— EXERCISE AIM —
Go through the material line by line. Say how many lines contain the word "main", and give nothing more.

** EXTRACTED MATERIAL follows **

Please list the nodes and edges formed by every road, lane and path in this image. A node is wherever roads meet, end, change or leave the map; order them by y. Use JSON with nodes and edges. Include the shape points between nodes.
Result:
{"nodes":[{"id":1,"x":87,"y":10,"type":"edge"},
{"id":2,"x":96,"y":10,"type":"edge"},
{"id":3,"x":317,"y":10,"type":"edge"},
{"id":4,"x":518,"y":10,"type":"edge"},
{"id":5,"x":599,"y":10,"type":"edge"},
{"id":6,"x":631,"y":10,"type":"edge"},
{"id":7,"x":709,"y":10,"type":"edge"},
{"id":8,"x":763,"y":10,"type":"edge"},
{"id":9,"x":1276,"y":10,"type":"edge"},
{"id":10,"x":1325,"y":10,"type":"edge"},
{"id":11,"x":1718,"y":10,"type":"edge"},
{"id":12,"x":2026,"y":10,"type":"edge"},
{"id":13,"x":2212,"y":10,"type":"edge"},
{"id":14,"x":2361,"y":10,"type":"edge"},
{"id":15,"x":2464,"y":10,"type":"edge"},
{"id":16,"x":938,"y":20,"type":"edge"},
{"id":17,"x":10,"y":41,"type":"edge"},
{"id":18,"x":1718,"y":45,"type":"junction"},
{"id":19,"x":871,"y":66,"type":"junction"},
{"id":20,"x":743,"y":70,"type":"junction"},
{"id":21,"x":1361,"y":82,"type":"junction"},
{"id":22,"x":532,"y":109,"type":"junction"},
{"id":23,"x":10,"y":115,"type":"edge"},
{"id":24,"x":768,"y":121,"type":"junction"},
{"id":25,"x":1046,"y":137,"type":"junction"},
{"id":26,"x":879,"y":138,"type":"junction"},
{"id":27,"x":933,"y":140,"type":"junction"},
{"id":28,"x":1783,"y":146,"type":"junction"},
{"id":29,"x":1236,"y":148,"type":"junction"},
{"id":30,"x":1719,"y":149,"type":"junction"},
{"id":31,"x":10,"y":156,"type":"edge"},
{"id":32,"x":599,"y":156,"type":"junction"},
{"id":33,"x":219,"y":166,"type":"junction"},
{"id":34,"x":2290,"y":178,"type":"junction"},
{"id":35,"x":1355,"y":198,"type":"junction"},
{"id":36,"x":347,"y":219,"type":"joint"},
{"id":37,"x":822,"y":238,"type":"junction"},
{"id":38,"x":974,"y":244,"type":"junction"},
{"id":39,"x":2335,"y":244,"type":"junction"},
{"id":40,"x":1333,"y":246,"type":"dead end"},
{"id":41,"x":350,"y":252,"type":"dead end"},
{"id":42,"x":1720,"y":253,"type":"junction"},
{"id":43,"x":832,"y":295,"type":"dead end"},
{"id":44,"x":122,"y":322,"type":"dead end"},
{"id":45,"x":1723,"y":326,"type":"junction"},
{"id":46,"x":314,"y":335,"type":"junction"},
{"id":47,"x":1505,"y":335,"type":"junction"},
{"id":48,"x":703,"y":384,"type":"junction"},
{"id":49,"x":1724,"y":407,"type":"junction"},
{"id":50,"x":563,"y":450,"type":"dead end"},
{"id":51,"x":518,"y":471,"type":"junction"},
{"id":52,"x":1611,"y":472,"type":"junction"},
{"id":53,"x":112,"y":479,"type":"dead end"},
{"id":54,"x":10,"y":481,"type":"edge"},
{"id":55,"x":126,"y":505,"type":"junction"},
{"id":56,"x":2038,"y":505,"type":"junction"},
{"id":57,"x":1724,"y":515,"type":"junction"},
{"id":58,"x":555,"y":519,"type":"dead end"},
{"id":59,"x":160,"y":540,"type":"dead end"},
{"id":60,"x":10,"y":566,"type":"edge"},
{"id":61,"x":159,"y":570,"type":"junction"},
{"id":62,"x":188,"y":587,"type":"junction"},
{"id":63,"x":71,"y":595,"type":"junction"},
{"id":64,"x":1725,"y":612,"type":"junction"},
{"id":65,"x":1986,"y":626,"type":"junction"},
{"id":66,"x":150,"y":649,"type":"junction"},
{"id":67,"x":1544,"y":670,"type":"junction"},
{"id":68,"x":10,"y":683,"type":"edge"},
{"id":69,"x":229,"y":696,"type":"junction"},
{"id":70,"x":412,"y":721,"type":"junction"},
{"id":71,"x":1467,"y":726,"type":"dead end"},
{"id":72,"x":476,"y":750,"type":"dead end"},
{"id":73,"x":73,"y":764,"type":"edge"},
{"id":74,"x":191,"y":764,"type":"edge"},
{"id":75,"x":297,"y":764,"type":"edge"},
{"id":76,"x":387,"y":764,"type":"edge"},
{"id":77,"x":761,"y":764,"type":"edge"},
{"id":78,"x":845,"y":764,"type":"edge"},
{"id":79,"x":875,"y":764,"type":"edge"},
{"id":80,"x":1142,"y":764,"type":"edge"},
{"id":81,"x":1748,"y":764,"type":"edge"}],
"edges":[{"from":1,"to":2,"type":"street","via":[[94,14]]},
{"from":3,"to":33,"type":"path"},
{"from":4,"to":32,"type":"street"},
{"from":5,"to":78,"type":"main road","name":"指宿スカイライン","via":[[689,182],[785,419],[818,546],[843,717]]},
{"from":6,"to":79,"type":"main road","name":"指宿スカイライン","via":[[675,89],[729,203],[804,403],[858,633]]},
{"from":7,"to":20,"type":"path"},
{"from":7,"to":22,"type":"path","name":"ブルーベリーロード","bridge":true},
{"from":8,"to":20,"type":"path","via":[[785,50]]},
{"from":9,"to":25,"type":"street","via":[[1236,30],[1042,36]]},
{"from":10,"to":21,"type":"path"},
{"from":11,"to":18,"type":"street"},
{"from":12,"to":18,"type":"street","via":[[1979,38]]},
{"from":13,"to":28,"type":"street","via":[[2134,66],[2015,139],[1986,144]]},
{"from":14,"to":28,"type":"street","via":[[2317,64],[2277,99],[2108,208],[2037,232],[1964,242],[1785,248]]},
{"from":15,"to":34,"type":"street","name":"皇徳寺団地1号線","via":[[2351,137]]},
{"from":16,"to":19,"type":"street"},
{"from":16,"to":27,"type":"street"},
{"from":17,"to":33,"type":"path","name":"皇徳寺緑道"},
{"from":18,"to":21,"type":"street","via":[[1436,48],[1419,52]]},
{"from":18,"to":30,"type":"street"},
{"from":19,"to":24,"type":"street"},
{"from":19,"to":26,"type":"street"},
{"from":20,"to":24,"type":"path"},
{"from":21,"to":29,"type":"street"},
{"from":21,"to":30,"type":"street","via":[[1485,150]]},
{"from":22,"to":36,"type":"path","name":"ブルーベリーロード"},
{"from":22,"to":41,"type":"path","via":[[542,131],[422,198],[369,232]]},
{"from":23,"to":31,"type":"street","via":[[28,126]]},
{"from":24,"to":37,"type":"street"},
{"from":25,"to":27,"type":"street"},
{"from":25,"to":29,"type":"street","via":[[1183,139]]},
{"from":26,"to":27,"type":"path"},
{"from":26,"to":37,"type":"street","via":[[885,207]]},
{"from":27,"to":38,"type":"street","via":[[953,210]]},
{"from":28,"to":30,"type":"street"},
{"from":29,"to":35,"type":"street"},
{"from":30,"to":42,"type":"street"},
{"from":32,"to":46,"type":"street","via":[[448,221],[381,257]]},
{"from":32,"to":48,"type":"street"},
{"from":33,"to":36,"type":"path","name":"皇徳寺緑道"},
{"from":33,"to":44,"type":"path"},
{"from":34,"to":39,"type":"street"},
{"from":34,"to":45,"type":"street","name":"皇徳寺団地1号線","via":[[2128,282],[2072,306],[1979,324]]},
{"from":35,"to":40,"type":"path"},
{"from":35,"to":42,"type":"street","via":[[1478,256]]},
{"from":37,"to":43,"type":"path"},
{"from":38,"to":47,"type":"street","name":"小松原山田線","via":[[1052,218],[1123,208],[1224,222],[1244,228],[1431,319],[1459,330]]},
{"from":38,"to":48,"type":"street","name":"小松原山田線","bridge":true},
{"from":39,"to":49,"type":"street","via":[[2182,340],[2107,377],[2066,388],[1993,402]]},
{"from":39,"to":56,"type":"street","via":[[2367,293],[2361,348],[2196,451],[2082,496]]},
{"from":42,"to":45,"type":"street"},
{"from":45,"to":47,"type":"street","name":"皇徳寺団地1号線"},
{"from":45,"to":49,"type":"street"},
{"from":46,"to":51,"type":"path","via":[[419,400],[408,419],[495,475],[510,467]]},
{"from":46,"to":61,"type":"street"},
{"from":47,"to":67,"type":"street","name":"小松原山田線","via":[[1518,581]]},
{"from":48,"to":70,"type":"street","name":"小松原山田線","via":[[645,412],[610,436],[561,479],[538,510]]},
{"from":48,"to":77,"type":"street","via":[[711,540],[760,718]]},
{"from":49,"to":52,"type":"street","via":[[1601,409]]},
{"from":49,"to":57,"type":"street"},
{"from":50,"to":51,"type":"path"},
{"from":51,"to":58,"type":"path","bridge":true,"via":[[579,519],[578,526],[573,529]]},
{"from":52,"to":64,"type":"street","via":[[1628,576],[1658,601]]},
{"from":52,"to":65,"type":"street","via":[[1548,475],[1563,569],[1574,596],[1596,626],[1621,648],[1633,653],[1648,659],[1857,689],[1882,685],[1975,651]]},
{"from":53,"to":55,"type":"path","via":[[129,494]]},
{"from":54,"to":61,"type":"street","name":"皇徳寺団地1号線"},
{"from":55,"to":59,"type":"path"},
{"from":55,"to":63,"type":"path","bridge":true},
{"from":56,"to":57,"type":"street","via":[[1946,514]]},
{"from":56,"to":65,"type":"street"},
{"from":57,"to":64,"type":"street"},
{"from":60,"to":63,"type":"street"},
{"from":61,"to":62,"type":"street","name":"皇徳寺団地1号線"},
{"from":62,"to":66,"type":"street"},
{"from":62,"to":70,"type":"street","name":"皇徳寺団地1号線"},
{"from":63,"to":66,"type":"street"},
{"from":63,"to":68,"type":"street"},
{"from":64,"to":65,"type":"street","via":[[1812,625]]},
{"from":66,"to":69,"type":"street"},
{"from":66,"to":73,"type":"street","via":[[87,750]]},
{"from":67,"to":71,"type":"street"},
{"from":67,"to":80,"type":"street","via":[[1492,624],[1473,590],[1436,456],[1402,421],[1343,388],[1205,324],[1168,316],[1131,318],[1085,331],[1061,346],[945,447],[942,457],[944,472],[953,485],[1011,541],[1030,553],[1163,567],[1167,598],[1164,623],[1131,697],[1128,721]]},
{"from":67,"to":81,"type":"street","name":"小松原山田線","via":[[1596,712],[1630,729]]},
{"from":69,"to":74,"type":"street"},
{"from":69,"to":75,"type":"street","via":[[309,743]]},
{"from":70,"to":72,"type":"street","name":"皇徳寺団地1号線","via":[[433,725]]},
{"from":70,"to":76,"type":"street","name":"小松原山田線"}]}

** End of EXTRACTED MATERIAL **

— OUTPUT FOR THIS EXERCISE —
2